You may not realize it but somewhere along the line most of us (yes, even me!) have fallen into the crusade for a zero percent mortality rate. This is the belief that if we all just follow the rules, or make enough rules, or supervise our children enough, than it is possible to reach a perfect 0% rate of mortality for children.
Is it tragic when a child is hurt or killed? Yes! Absolutely!
Is it automatically criminal, or someone’s fault? NO!
And yet we feel a desperate need to spin every child death, every child accident and every child endangerment into some sort of preventable tragedy. We have a need to do this because it makes us feel like we are in control. Americans have a long-term, shared belief system that if we just work hard enough we can become rich and “make it” in the world. This belief in the control over our own circumstances spills over into every facet of our lives. If we just legislate safety enough, maintain enough supervision or protect our children from enough things- then we will never have to face the possibility of losing one.
News Flash: This. Is. A. Lie.
It is a horrible, unpleasant thing to think about, but children die. Children disappear from even the most watchful parent and get themselves into mischief every day.

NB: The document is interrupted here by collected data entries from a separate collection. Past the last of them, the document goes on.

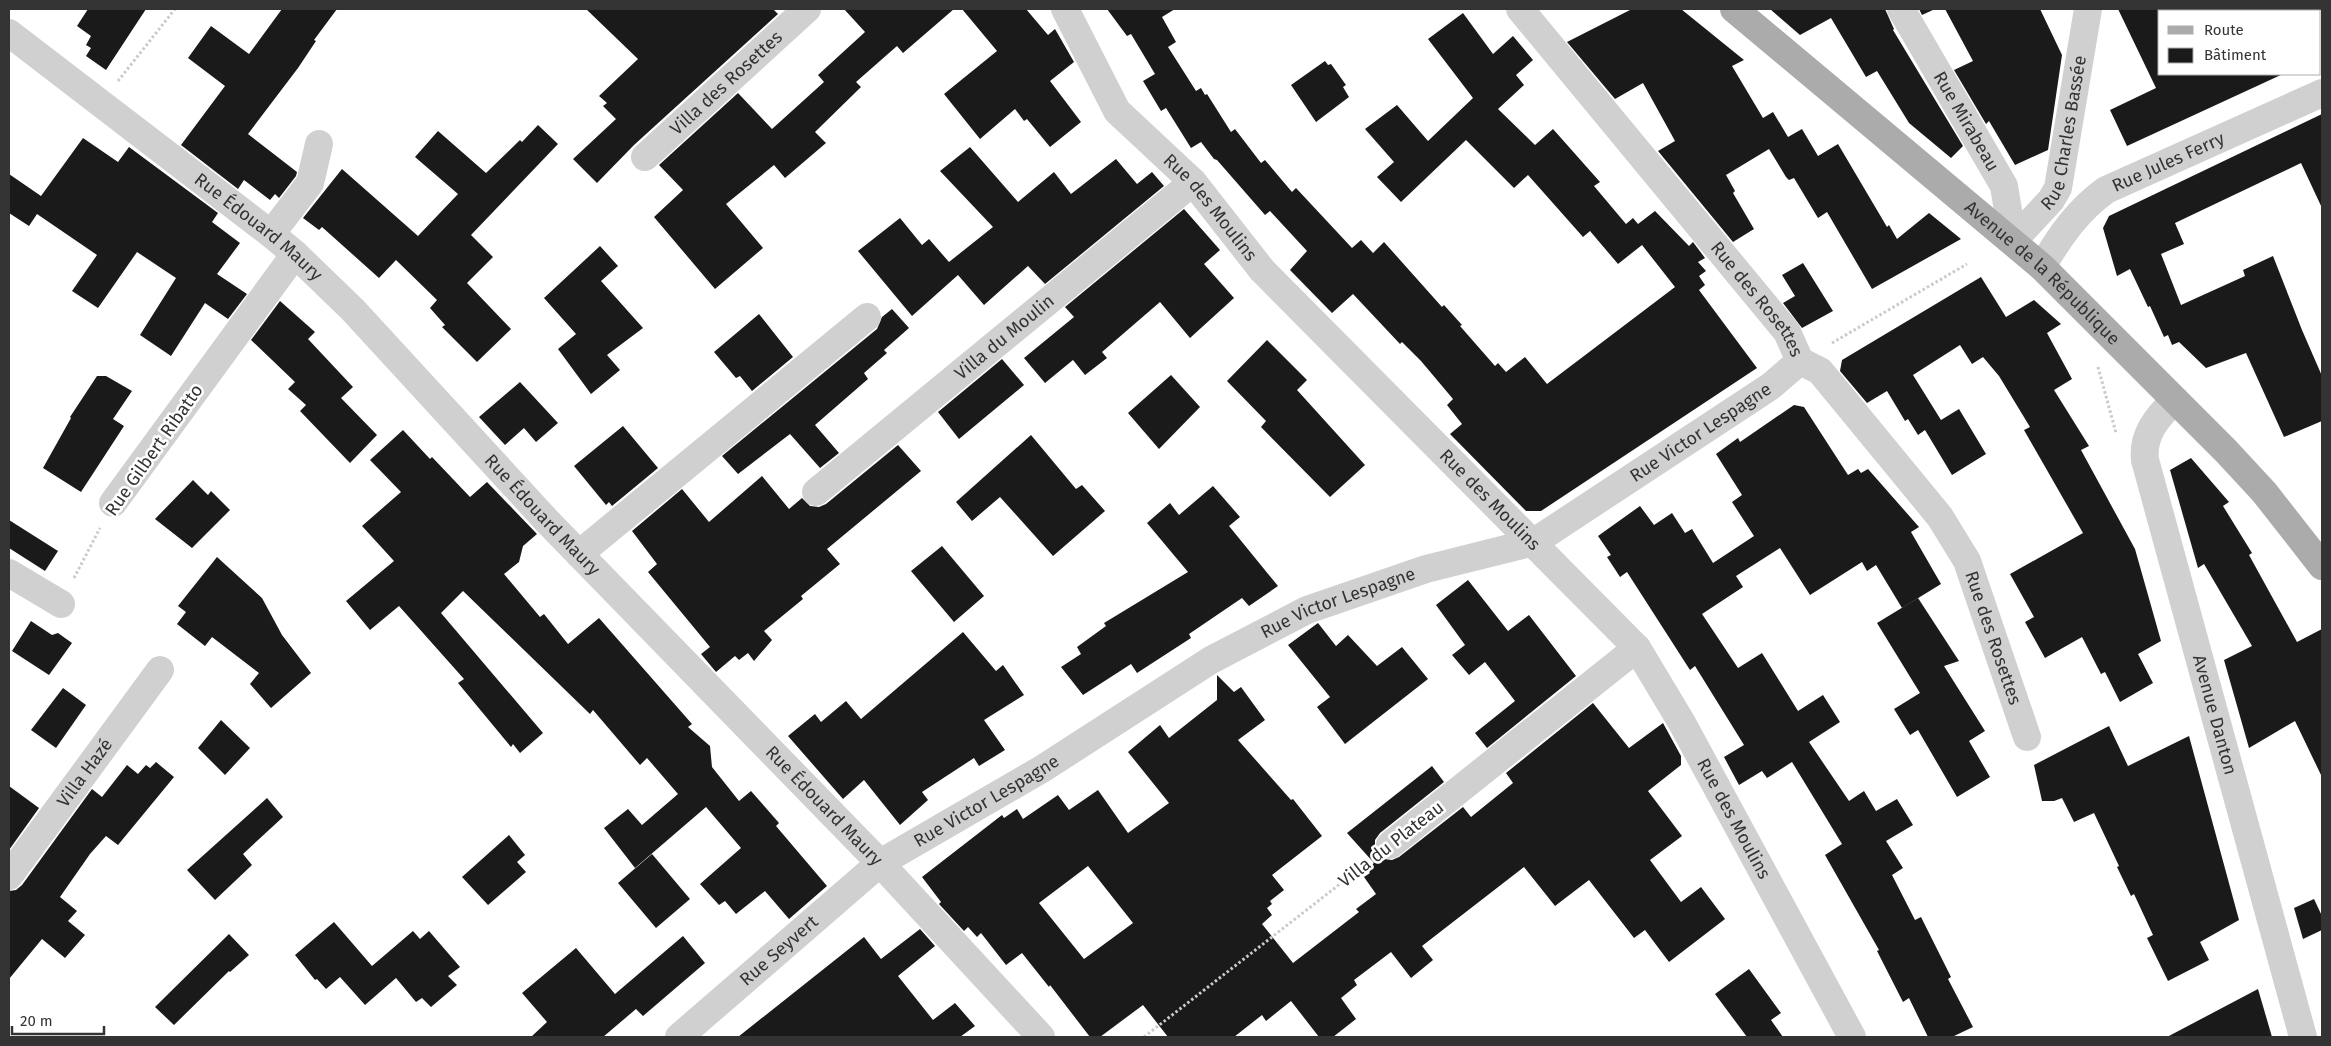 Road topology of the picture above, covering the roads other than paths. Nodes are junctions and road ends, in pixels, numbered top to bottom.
1 (807, 9) edge
2 (1065, 9) edge
3 (1520, 9) edge
4 (1734, 9) edge
5 (1901, 9) edge
6 (2088, 9) edge
7 (9, 34) edge
8 (2322, 93) edge
9 (318, 144) dead end
10 (645, 157) dead end
11 (1193, 182) junction
12 (2036, 217) junction
13 (271, 234) junction
14 (2059, 239) junction
15 (2013, 241) junction
16 (295, 254) junction
17 (2042, 267) junction
18 (867, 317) dead end
19 (1800, 361) junction
20 (2175, 400) junction
21 (816, 492) dead end
22 (113, 503) road end
23 (1534, 542) junction
24 (579, 554) junction
25 (2322, 566) edge
26 (9, 573) edge
27 (61, 604) road end
28 (1637, 648) junction
29 (160, 670) dead end
30 (2027, 737) dead end
31 (1390, 845) road end
32 (880, 863) junction
33 (9, 876) edge
34 (679, 1037) edge
35 (1041, 1037) edge
36 (1852, 1037) edge
37 (2302, 1037) edge

1 - 10 street, Villa des Rosettes
2 - 11 street, Rue des Moulins
3 - 19 street, Rue des Rosettes
4 - 15 main road, Avenue de la République
5 - 15 street, Rue Mirabeau
6 - 12 street, Rue Charles Bassée
7 - 13 street, Rue Édouard Maury
8 - 14 street, Rue Jules Ferry
9 - 13 street
11 - 21 street, Villa du Moulin
11 - 23 street, Rue des Moulins
12 - 14 street
12 - 15 street, Rue Charles Bassée
13 - 16 street, Rue Édouard Maury
14 - 17 street, Rue Jules Ferry
15 - 17 main road, Avenue de la République
16 - 22 street, Rue Gilbert Ribatto
16 - 24 street, Rue Édouard Maury
17 - 20 main road, Avenue de la République
18 - 24 street
19 - 23 street, Rue Victor Lespagne
19 - 30 street, Rue des Rosettes
20 - 25 main road, Avenue de la République
20 - 37 street, Avenue Danton
23 - 28 street, Rue des Moulins
23 - 32 street, Rue Victor Lespagne
24 - 32 street, Rue Édouard Maury
26 - 27 street
28 - 31 street, Villa du Plateau
28 - 36 street, Rue des Moulins
29 - 33 street, Villa Hazé
32 - 34 street, Rue Seyvert
32 - 35 street, Rue Édouard Maury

We often wrongly assume that children are passive players in this scenario. Many of those children are actively watching for that one second, the one tiny opportunity to slip away and explore somewhere or do something forbidden. The tighter we crack down, the more those children are going to be watching us- waiting to exploit that one distracted moment.
Just like an oppressive regime that eventually loses control of its people, so are the children of helicopter parents. They are waiting, ever watchful of that single moment in time when Mom has to tend to another child’s needs, or is distracted by the phone or another adult. And in that moment, they will slip away.
But, that isn’t how we treat these parents afterwards. Oh no. God forbid your child be injured or taken from you by death.
Understand this. The mere fact of child loss is all that is required. Just as my friend who lost her 2 year old in a parking lot- standing exactly where he was asked to stand. The minute the news reported the mere fact that it happened was the very same minute that the condemnation started flooding in. Assumption that he had run into the street. Assumption that he hadn’t been holding hands. Assumptions, assumptions, assumptions. All of it proceeding the worst and most horrific condemnation. My friend’s family, facing the worst grief imaginable, began having to defend themselves daily against a world that felt compelled to shout that it was all their fault.
The nightmare is more than anyone can imagine.
So to all the individuals out there making “funny” memes about this family’s near tragedy, or any other child tragedy for that matter, understand this: the only thing separating you from this kind of judgement is coincidence. Safety is an illusion. Childhood is risk. Good parenting is no inoculation to tragedy. Sometimes accidents are just that. Accidents.
And to anyone who might disagree with me, I challenge to you find me ONE- just one article about a child who has died from something other than illness like cancer or the flu where the parents haven’t been questioned, charged or justice demanded in the court of opinion. Find me one where a lawsuit or non-profit hasn’t sprung up to re-write laws to prevent this tragedy from ever happening again, “if it saves a single life, it will be worth it.”
You can’t. Because we need someone to blame. We need to spin that tragedy into a preventable one. Because if we don’t, we all have to face the truly terrifying fact that no one is immune. No one is safe.
Instead I challenge us all to read a story about an accident involving a child and either hold our tongue or simply post, "I am so sorry this happened." Because how we treat struggling, grieving families is how we will in turn be treated if, God forbid, tragedy ever strikes us.